RECORDS SHOWN:

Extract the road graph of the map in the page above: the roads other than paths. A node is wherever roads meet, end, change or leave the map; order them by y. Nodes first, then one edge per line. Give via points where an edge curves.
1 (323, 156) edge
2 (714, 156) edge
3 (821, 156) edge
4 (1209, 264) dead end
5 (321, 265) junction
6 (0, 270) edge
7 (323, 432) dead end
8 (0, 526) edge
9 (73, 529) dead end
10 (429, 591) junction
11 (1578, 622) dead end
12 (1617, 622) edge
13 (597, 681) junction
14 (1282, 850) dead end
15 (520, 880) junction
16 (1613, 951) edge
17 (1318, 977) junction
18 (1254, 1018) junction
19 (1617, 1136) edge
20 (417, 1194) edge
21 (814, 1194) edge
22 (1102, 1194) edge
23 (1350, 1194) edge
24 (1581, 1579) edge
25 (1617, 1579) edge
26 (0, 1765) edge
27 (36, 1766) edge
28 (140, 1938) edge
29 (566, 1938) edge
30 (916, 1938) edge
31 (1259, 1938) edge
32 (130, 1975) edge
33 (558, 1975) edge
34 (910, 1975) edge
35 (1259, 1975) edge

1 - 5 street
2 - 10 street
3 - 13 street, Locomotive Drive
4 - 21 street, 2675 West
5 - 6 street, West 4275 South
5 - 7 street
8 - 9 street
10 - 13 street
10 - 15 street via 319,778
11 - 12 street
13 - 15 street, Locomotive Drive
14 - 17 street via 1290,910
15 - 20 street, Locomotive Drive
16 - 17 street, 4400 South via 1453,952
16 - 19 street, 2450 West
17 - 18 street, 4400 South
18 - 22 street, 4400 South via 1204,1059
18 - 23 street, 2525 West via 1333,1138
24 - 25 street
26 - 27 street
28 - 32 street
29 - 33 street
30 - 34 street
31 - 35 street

HOW TO COMPLETE THIS TASK:
Every record above is to be given again precisely.

ANSWER TO THIS TASK:
Extract the road graph of the map in the page above: the roads other than paths. A node is wherever roads meet, end, change or leave the map; order them by y. Nodes first, then one edge per line. Give via points where an edge curves.
1 (323, 156) edge
2 (714, 156) edge
3 (821, 156) edge
4 (1209, 264) dead end
5 (321, 265) junction
6 (0, 270) edge
7 (323, 432) dead end
8 (0, 526) edge
9 (73, 529) dead end
10 (429, 591) junction
11 (1578, 622) dead end
12 (1617, 622) edge
13 (597, 681) junction
14 (1282, 850) dead end
15 (520, 880) junction
16 (1613, 951) edge
17 (1318, 977) junction
18 (1254, 1018) junction
19 (1617, 1136) edge
20 (417, 1194) edge
21 (814, 1194) edge
22 (1102, 1194) edge
23 (1350, 1194) edge
24 (1581, 1579) edge
25 (1617, 1579) edge
26 (0, 1765) edge
27 (36, 1766) edge
28 (140, 1938) edge
29 (566, 1938) edge
30 (916, 1938) edge
31 (1259, 1938) edge
32 (130, 1975) edge
33 (558, 1975) edge
34 (910, 1975) edge
35 (1259, 1975) edge

1 - 5 street
2 - 10 street
3 - 13 street, Locomotive Drive
4 - 21 street, 2675 West
5 - 6 street, West 4275 South
5 - 7 street
8 - 9 street
10 - 13 street
10 - 15 street via 319,778
11 - 12 street
13 - 15 street, Locomotive Drive
14 - 17 street via 1290,910
15 - 20 street, Locomotive Drive
16 - 17 street, 4400 South via 1453,952
16 - 19 street, 2450 West
17 - 18 street, 4400 South
18 - 22 street, 4400 South via 1204,1059
18 - 23 street, 2525 West via 1333,1138
24 - 25 street
26 - 27 street
28 - 32 street
29 - 33 street
30 - 34 street
31 - 35 street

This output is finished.